Results from the present study extend previous findings and confirm that the large intestines of dogs, like those of humans and other animals including birds, are colonized by more than one species of spirochete. The isolation of S. pilosicoli from intestinal specimens correlated with lesions of IS in the two dogs in which morphologic examination of the colon was done. This finding is consistent with previous information concerning the association of S. pilosicoli with IS in other animals (2-6, 26, 27, 36, 38, 40). Conversely, the absence of attachment of "S. canis" isolate 24072-93B to cecal enterocytes in the chick infection model (26) suggests that spirochetes in this group are nonpathogenic commensals of the dog colon. In fact, most of the "S. canis" isolates were obtained from healthy dogs, further suggesting that they are likely commensals. Passive shedding of these spirochetes during diarrheal disease from other causes may be one explanation for previous conflicting reports about the role of spirochetes in diarrheal disease of dogs.
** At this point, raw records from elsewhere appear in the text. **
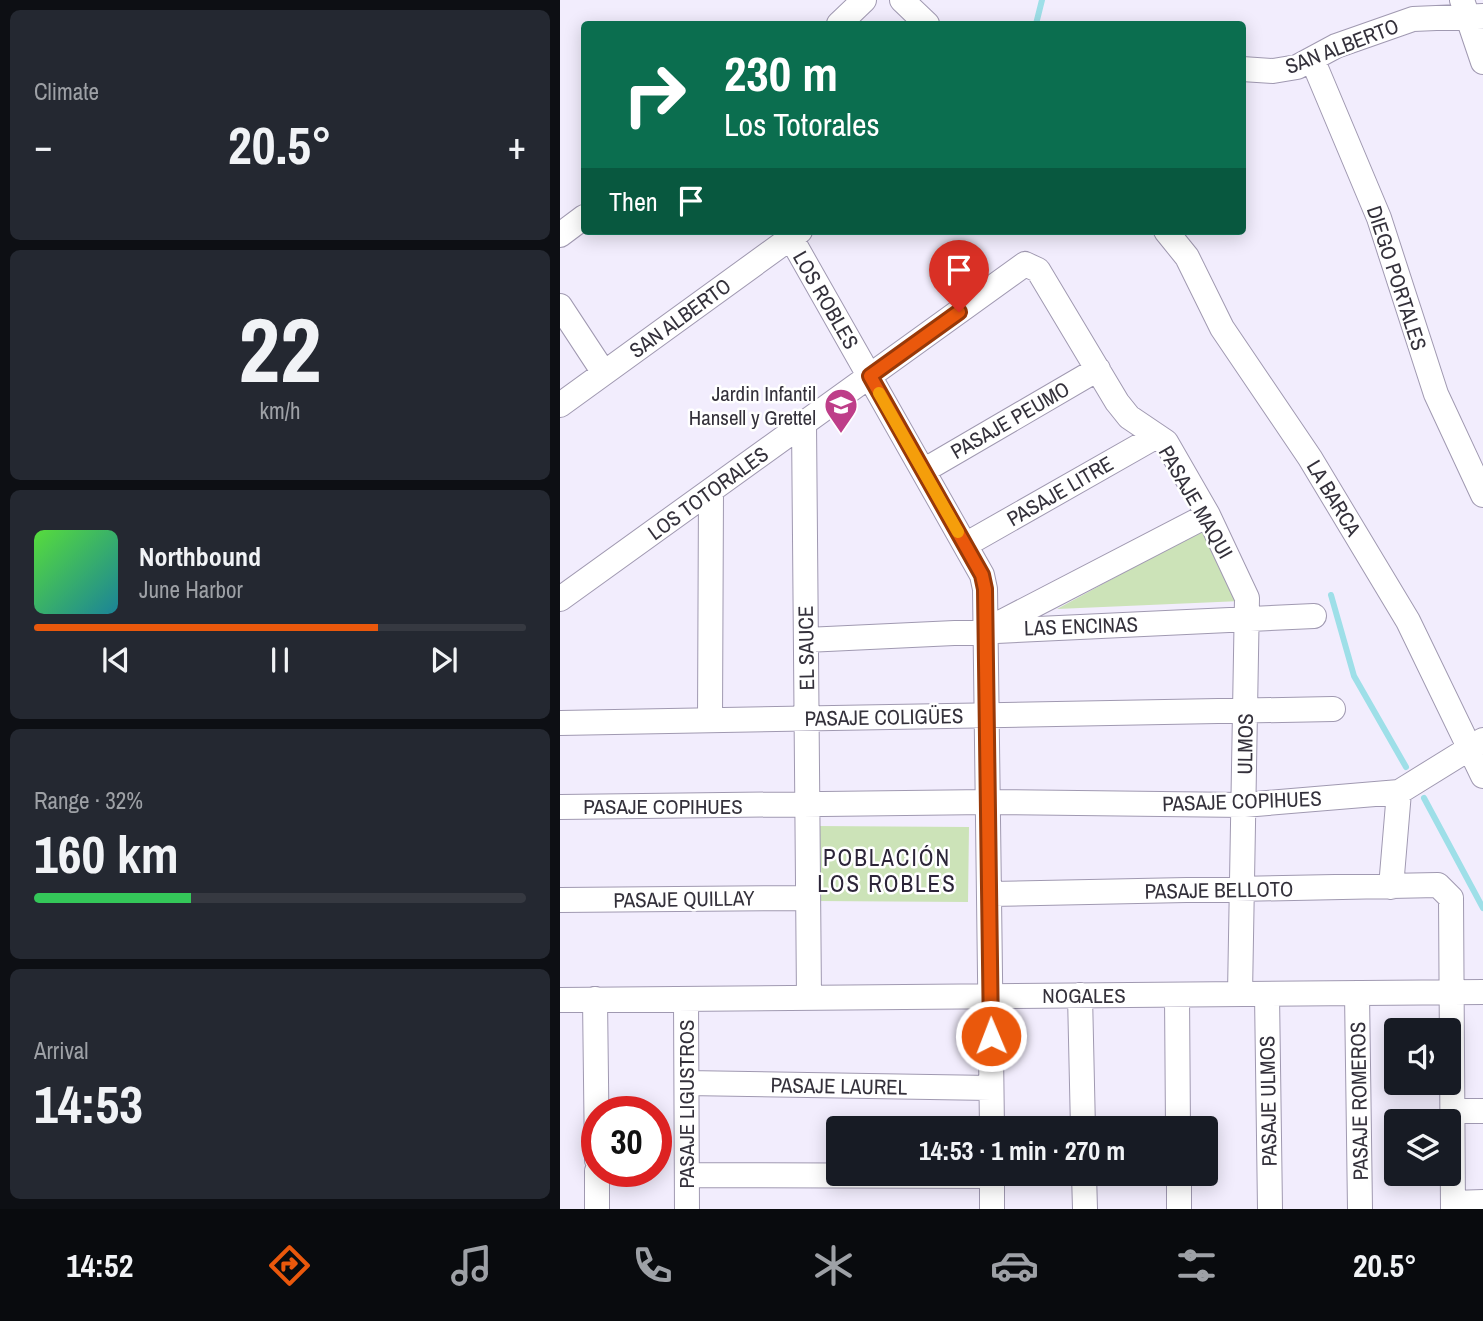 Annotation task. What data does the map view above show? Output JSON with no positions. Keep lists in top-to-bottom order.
{
  "streets": {
    "street": [
      "SAN ALBERTO",
      "DIEGO PORTALES",
      "LOS ROBLES",
      "PASAJE PEUMO",
      "PASAJE LITRE",
      "LOS TOTORALES",
      "LA BARCA",
      "PASAJE MAQUI",
      "LAS ENCINAS",
      "EL SAUCE",
      "PASAJE COLIGÜES",
      "ULMOS",
      "PASAJE COPIHUES",
      "PASAJE BELLOTO",
      "PASAJE QUILLAY",
      "NOGALES",
      "PASAJE LAUREL",
      "PASAJE ULMOS",
      "PASAJE ROMEROS",
      "PASAJE LIGUSTROS"
    ]
  },
  "crossings": [
    ["SAN ALBERTO", "DIEGO PORTALES"],
    ["SAN ALBERTO", "LOS ROBLES"],
    ["LOS ROBLES", "PASAJE PEUMO"],
    ["LOS ROBLES", "PASAJE LITRE"],
    ["LOS ROBLES", "LOS TOTORALES"],
    ["LOS ROBLES", "LAS ENCINAS"],
    ["LOS ROBLES", "PASAJE COLIGÜES"],
    ["LOS ROBLES", "PASAJE COPIHUES"],
    ["LOS ROBLES", "PASAJE BELLOTO"],
    ["LOS ROBLES", "NOGALES"],
    ["LOS ROBLES", "PASAJE LAUREL"],
    ["PASAJE PEUMO", "PASAJE MAQUI"],
    ["PASAJE LITRE", "PASAJE MAQUI"],
    ["LOS TOTORALES", "PASAJE MAQUI"],
    ["LOS TOTORALES", "EL SAUCE"],
    ["LA BARCA", "PASAJE COPIHUES"],
    ["PASAJE MAQUI", "LAS ENCINAS"],
    ["PASAJE MAQUI", "ULMOS"],
    ["LAS ENCINAS", "EL SAUCE"],
    ["LAS ENCINAS", "ULMOS"],
    ["EL SAUCE", "PASAJE COLIGÜES"],
    ["EL SAUCE", "PASAJE COPIHUES"],
    ["EL SAUCE", "PASAJE QUILLAY"],
    ["EL SAUCE", "NOGALES"],
    ["PASAJE COLIGÜES", "ULMOS"],
    ["ULMOS", "PASAJE COPIHUES"],
    ["ULMOS", "PASAJE BELLOTO"],
    ["ULMOS", "NOGALES"],
    ["PASAJE BELLOTO", "NOGALES"],
    ["NOGALES", "PASAJE ULMOS"],
    ["NOGALES", "PASAJE ROMEROS"],
    ["NOGALES", "PASAJE LIGUSTROS"],
    ["PASAJE LAUREL", "PASAJE LIGUSTROS"]
  ],
  "districts": ["POBLACIÓN LOS ROBLES"],
  "places": {
    "school or university": ["Jardin Infantil Hansell y Grettel"]
  },
  "page": {
    "tile": [
      "Climate",
      ["22", "km/h"],
      ["Range · 32%", "160 km"],
      ["Arrival", "14:53"]
    ],
    "turn": ["230 m", "Los Totorales"],
    "heat": ["−", "20.5°", "+"],
    "then": "Then",
    "song": ["Northbound", "June Harbor"],
    "limit": "30",
    "trip": "14:53 · 1 min · 270 m",
    "tabs": ["14:52", "20.5°"]
  }
}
We concluded that both S. pilosicoli and "S. canis" can be isolated from intestinal specimens from dogs living on two continents, including a community that is far remote from Western civilization. This finding provides a basis for future epidemiological studies aimed at determining the role of intestinal spirochetes either as primary etiologic agents of enteric disease or as concurrent causes of diarrhea and wasting in dogs. It is proposed that initial identification by veterinary diagnostic laboratories which isolate spirochetes from canine intestinal specimens begin with determinations of the intensity and pattern of hemolysis. A possible scheme for characterization of weakly -hemolytic isolates would involve amplification of an S. pilosicoli 16S rRNA gene-specific sequence by PCR. A positive PCR result would suggest a role for S. pilosicoli in the disease, whereas a negative result may be interpreted to indicate passive shedding of "S. canis" and the need to search for an alternative cause of diarrhea.
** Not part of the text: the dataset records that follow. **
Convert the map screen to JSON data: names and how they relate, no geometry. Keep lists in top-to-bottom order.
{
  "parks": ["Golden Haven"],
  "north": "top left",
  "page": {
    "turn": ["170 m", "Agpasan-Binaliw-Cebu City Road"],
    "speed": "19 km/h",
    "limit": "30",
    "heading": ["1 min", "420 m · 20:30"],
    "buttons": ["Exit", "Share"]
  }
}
In humans, S. pilosicoli has been identified in intestinal specimens obtained from immunocompetent hosts, mostly children with diarrhea in developing countries, and human immunodeficiency virus-positive immunocompromised adults with chronic diarrhea and wasting in developed countries (1, 16, 19, 23, 41). It is hypothesized that IS occurs as a subclinical disease in mature immunocompetent hosts, whereas clinical signs of diarrhea may be indicative of either massive infection, which occurs in a poor hygienic environment, or compromised intestinal function because of concurrent etiological factors. Because S. pilosicoli was identified in a broad host range affected with IS, there is a possibility that this spirochete is zoonotic and has public health significance.